On 03/08/2010 07:57 PM, Cam Macdonell wrote:
Can you provide a spec that describes the device? This would be useful for
maintaining the code, writing guest drivers, and as a framework for review.
I'm not sure if you want the Qemu command-line part as part of the
spec here, but I've included for completeness.
I meant something from the guest's point of view, so command line syntax
is less important. It should be equally applicable to a real PCI card
that works with the same driver.
See http://ozlabs.org/~rusty/virtio-spec/ for an example.
The Inter-VM Shared Memory PCI device
-----------------------------------------------------------
BARs
The device supports two BARs. BAR0 is a 256-byte MMIO region to
support registers
(but might be extended in the future)
and BAR1 is used to map the shared memory object from the host. The size of
BAR1 is specified on the command-line and must be a power of 2 in size.
Registers
BAR0 currently supports 5 registers of 16-bits each.
Suggest making registers 32-bits, friendlier towards non-x86.
Registers are used
for synchronization between guests sharing the same memory object when
interrupts are supported (this requires using the shared memory server).
How does the driver detect whether interrupts are supported or not?
When using interrupts, VMs communicate with a shared memory server that passes
the shared memory object file descriptor using SCM_RIGHTS. The server assigns
each VM an ID number and sends this ID number to the Qemu process along with a
series of eventfd file descriptors, one per guest using the shared memory
server. These eventfds will be used to send interrupts between guests. Each
guest listens on the eventfd corresponding to their ID and may use the others
for sending interrupts to other guests.
enum ivshmem_registers {
IntrMask = 0,
IntrStatus = 2,
Doorbell = 4,
IVPosition = 6,
IVLiveList = 8
};
The first two registers are the interrupt mask and status registers.
Interrupts are triggered when a message is received on the guest's eventfd from
another VM. Writing to the 'Doorbell' register is how synchronization messages
are sent to other VMs.
The IVPosition register is read-only and reports the guest's ID number. The
IVLiveList register is also read-only and reports a bit vector of currently
live VM IDs.
That limits the number of guests to 16.
The Doorbell register is 16-bits, but is treated as two 8-bit values. The
upper 8-bits are used for the destination VM ID. The lower 8-bits are the
value which will be written to the destination VM and what the guest status
register will be set to when the interrupt is trigger is the destination guest.
What happens when two interrupts are sent back-to-back to the same
guest? Will the first status value be lost?
Also, reading the status register requires a vmexit. I suggest dropping
it and requiring the application to manage this information in the
shared memory area (where it could do proper queueing of multiple messages).
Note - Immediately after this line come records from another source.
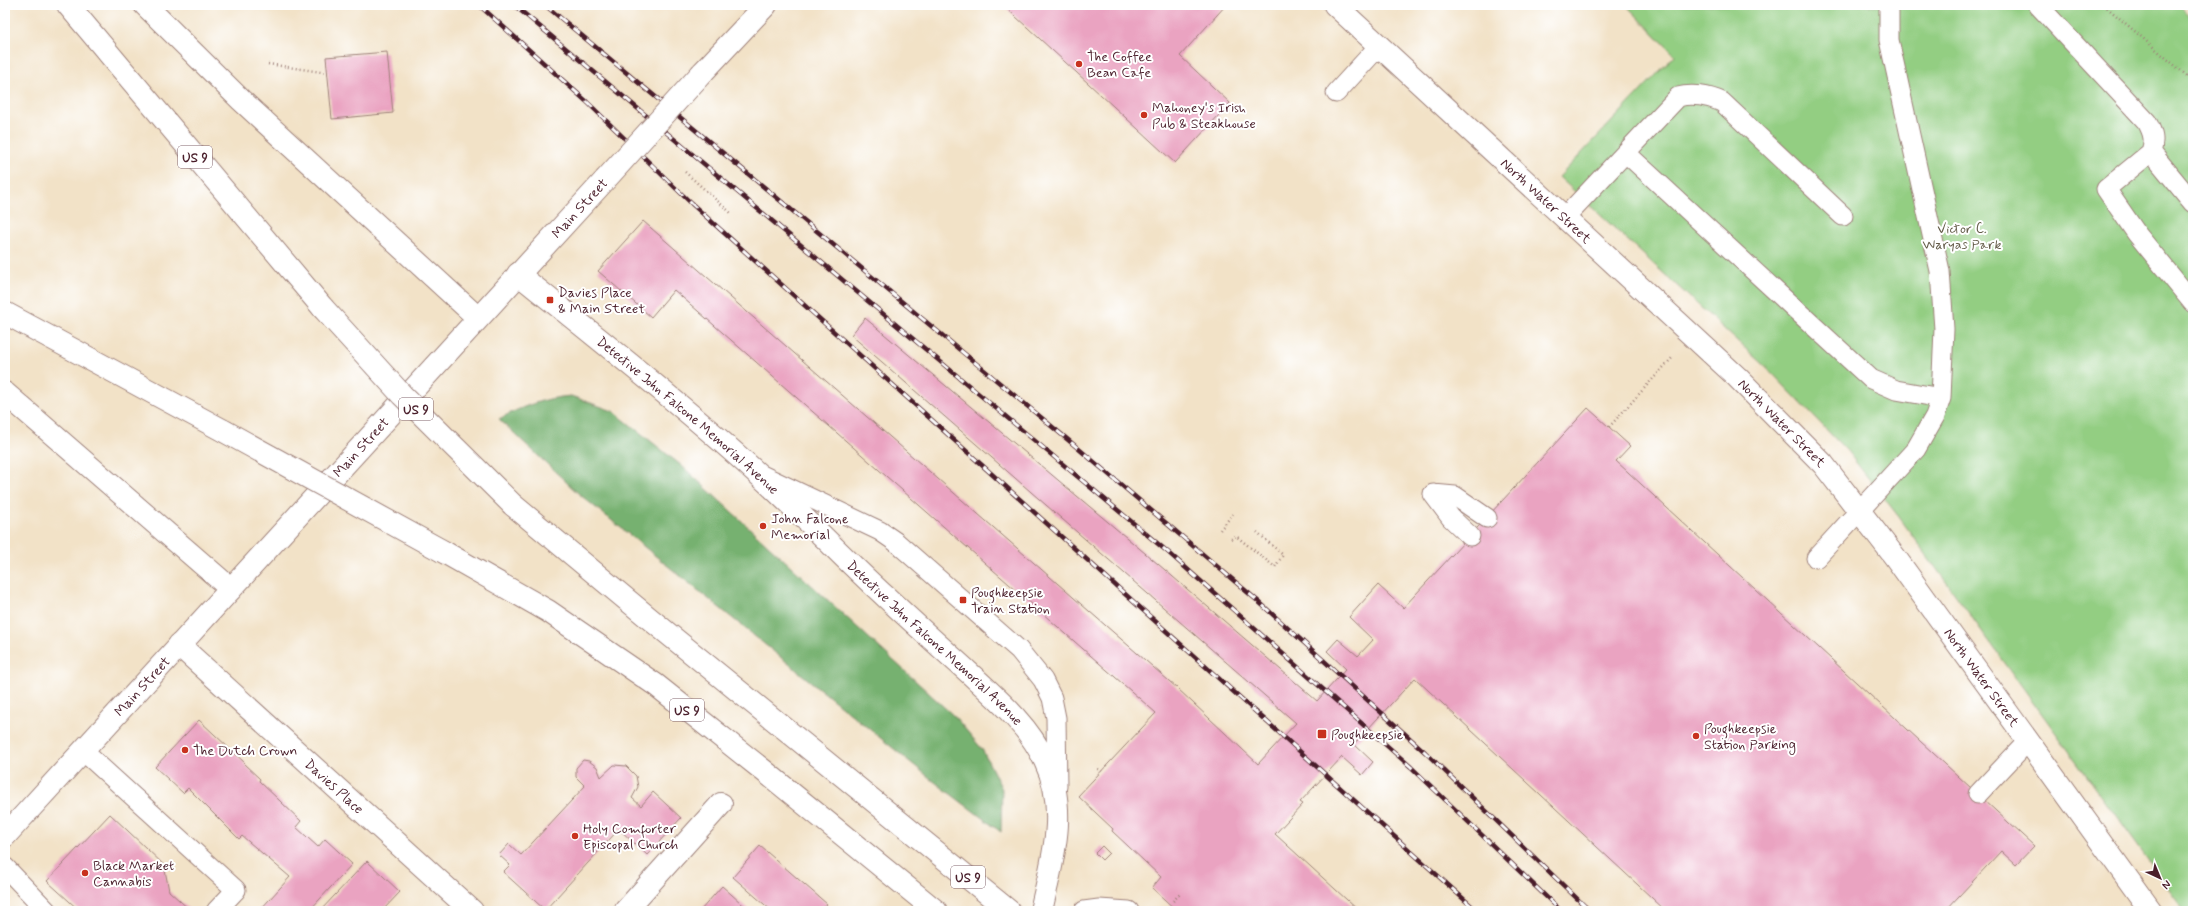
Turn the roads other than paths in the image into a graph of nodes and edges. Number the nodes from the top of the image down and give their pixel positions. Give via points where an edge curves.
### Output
1 (68, 5) edge
2 (145, 5) edge
3 (766, 5) edge
4 (1334, 5) edge
5 (1889, 5) edge
6 (2038, 5) edge
7 (1379, 46) junction
8 (1336, 93) dead end
9 (2151, 152) junction
10 (1626, 153) junction
11 (2193, 203) edge
12 (1843, 216) dead end
13 (1565, 217) junction
14 (518, 274) junction
15 (2193, 303) edge
16 (5, 313) edge
17 (478, 318) junction
18 (5, 393) edge
19 (1941, 398) junction
20 (756, 473) junction
21 (1859, 510) junction
22 (1487, 518) dead end
23 (1470, 536) dead end
24 (1816, 558) dead end
25 (231, 589) junction
26 (179, 645) junction
27 (2028, 741) junction
28 (83, 751) junction
29 (1978, 794) dead end
30 (721, 804) dead end
31 (1058, 804) junction
32 (5, 836) edge
33 (5, 867) edge
34 (47, 911) edge
35 (216, 911) edge
36 (472, 911) edge
37 (625, 911) edge
38 (936, 911) edge
39 (1009, 911) edge
40 (1041, 911) edge
41 (1084, 911) edge
42 (1129, 911) edge
43 (2151, 911) edge

1 - 39 main road, US 9, bridge via 323,308 402,395 513,505 650,620
2 - 17 main road via 241,100
3 - 14 main road, Main Street, bridge
4 - 7 main road, North Water Street
5 - 19 lane via 1889,40 1940,271 1944,330
6 - 9 lane via 2146,122 2153,132
7 - 8 lane
7 - 13 main road, North Water Street
9 - 11 lane
9 - 15 lane via 2106,190 2137,234
10 - 12 lane via 1678,97 1688,94 1714,99 1722,102
10 - 13 lane
10 - 19 lane via 1871,379 1896,390
13 - 21 main road, North Water Street via 1782,420 1823,464
14 - 17 main road, Main Street
14 - 20 main road, Detective John Falcone Memorial Avenue via 704,426
16 - 38 main road, US 9, bridge via 548,611 656,685
17 - 25 main road, Main Street
18 - 25 main road
19 - 21 lane via 1935,416 1916,449
20 - 31 main road, Detective John Falcone Memorial Avenue via 847,562 1013,716 1031,736 1045,760 1054,782
20 - 31 lane via 880,530 957,594 1032,664 1052,698 1056,718
21 - 24 lane
21 - 27 main road, North Water Street
22 - 23 lane via 1455,496 1433,494 1451,518
25 - 26 main road, Main Street
26 - 28 main road, Main Street
26 - 36 main road, Davies Place
27 - 29 lane
27 - 43 main road, North Water Street
28 - 32 main road, Main Street
28 - 35 lane via 236,890
30 - 37 main road
31 - 40 main road, Detective John Falcone Memorial Avenue via 1057,839
33 - 34 lane
41 - 42 lane

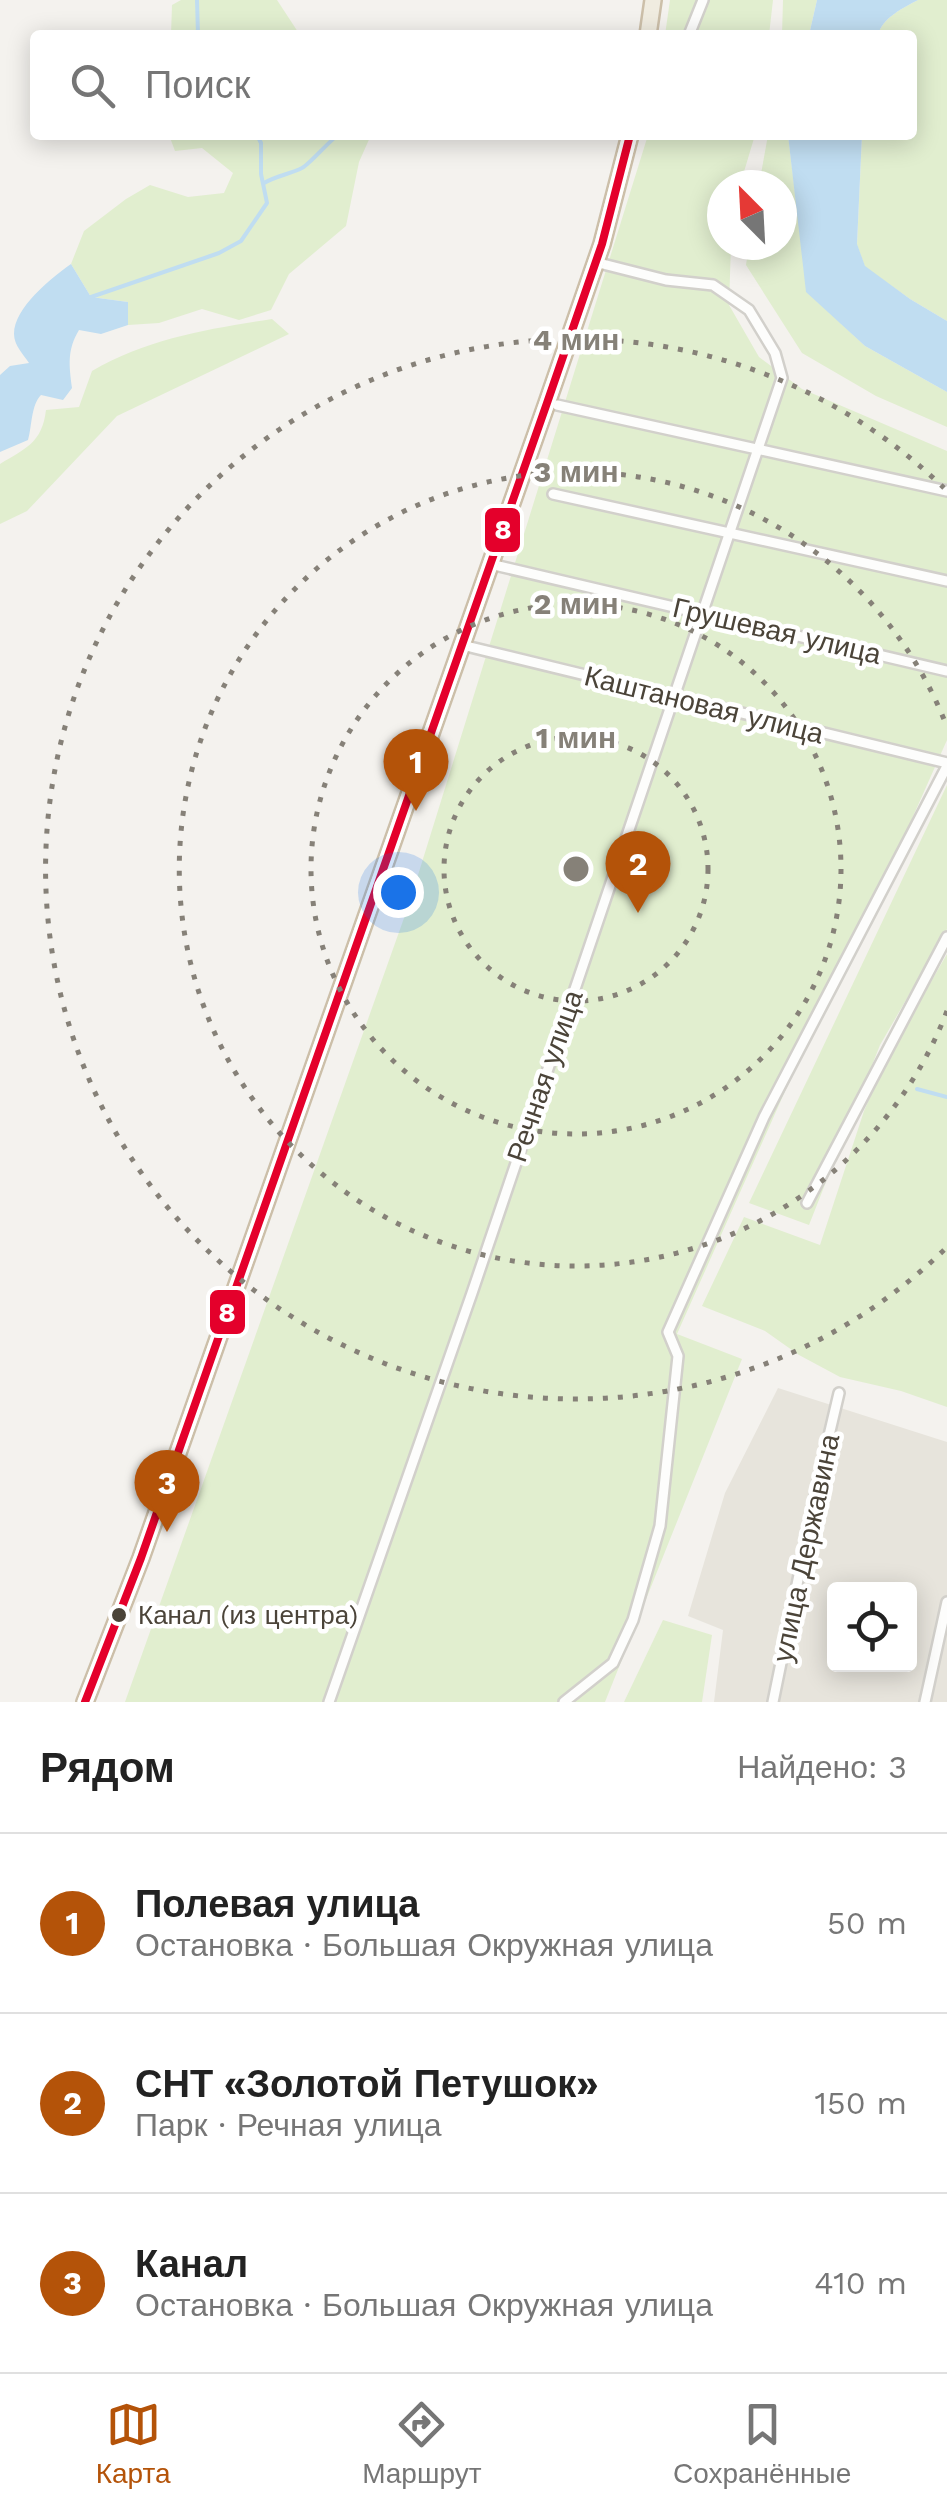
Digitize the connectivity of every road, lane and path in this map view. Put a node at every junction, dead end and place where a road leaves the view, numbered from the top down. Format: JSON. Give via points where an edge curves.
{"nodes":[{"id":1,"x":652,"y":0,"type":"edge"},
{"id":2,"x":703,"y":0,"type":"edge"},
{"id":3,"x":649,"y":30,"type":"edge"},
{"id":4,"x":691,"y":30,"type":"edge"},
{"id":5,"x":629,"y":140,"type":"edge"},
{"id":6,"x":595,"y":262,"type":"junction"},
{"id":7,"x":557,"y":405,"type":"dead end"},
{"id":8,"x":758,"y":450,"type":"junction"},
{"id":9,"x":947,"y":491,"type":"edge"},
{"id":10,"x":553,"y":494,"type":"dead end"},
{"id":11,"x":729,"y":532,"type":"junction"},
{"id":12,"x":490,"y":564,"type":"junction"},
{"id":13,"x":947,"y":581,"type":"edge"},
{"id":14,"x":701,"y":614,"type":"junction"},
{"id":15,"x":462,"y":645,"type":"junction"},
{"id":16,"x":947,"y":671,"type":"edge"},
{"id":17,"x":673,"y":698,"type":"junction"},
{"id":18,"x":947,"y":765,"type":"edge"},
{"id":19,"x":947,"y":937,"type":"edge"},
{"id":20,"x":807,"y":1203,"type":"dead end"},
{"id":21,"x":839,"y":1394,"type":"dead end"},
{"id":22,"x":947,"y":1602,"type":"edge"},
{"id":23,"x":85,"y":1702,"type":"edge"},
{"id":24,"x":329,"y":1702,"type":"edge"},
{"id":25,"x":564,"y":1702,"type":"edge"},
{"id":26,"x":773,"y":1702,"type":"edge"},
{"id":27,"x":925,"y":1702,"type":"edge"}],
"edges":[{"from":1,"to":3,"type":"highway"},
{"from":2,"to":4,"type":"street"},
{"from":5,"to":6,"type":"highway"},
{"from":6,"to":8,"type":"street","name":"Речная улица","via":[[713,286],[749,310],[782,378]]},
{"from":6,"to":12,"type":"highway"},
{"from":7,"to":8,"type":"street"},
{"from":8,"to":9,"type":"street"},
{"from":8,"to":11,"type":"street","name":"Речная улица"},
{"from":10,"to":11,"type":"street"},
{"from":11,"to":13,"type":"street"},
{"from":11,"to":14,"type":"street","name":"Речная улица"},
{"from":12,"to":14,"type":"street","name":"Грушевая улица"},
{"from":12,"to":15,"type":"highway"},
{"from":14,"to":16,"type":"street","name":"Грушевая улица"},
{"from":14,"to":17,"type":"street","name":"Речная улица"},
{"from":15,"to":17,"type":"street","name":"Каштановая улица"},
{"from":15,"to":23,"type":"highway"},
{"from":17,"to":18,"type":"street","name":"Каштановая улица"},
{"from":17,"to":24,"type":"street","name":"Речная улица"},
{"from":18,"to":25,"type":"street","via":[[764,1117],[668,1332],[678,1356],[659,1530],[613,1663]]},
{"from":19,"to":20,"type":"street"},
{"from":21,"to":26,"type":"street","name":"улица Державина"},
{"from":22,"to":27,"type":"street"}]}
A value of 255 in the upper 8-bits will trigger a broadcast where the message
will be sent to all other guests.
Please consider adding:
- MSI support
- interrupt on a guest attaching/detaching to the shared memory device
With MSI you could also have the doorbell specify both guest ID and
vector number, which may be useful.
Thanks for this - it definitely makes reviewing easier.
--
error compiling committee.c: too many arguments to function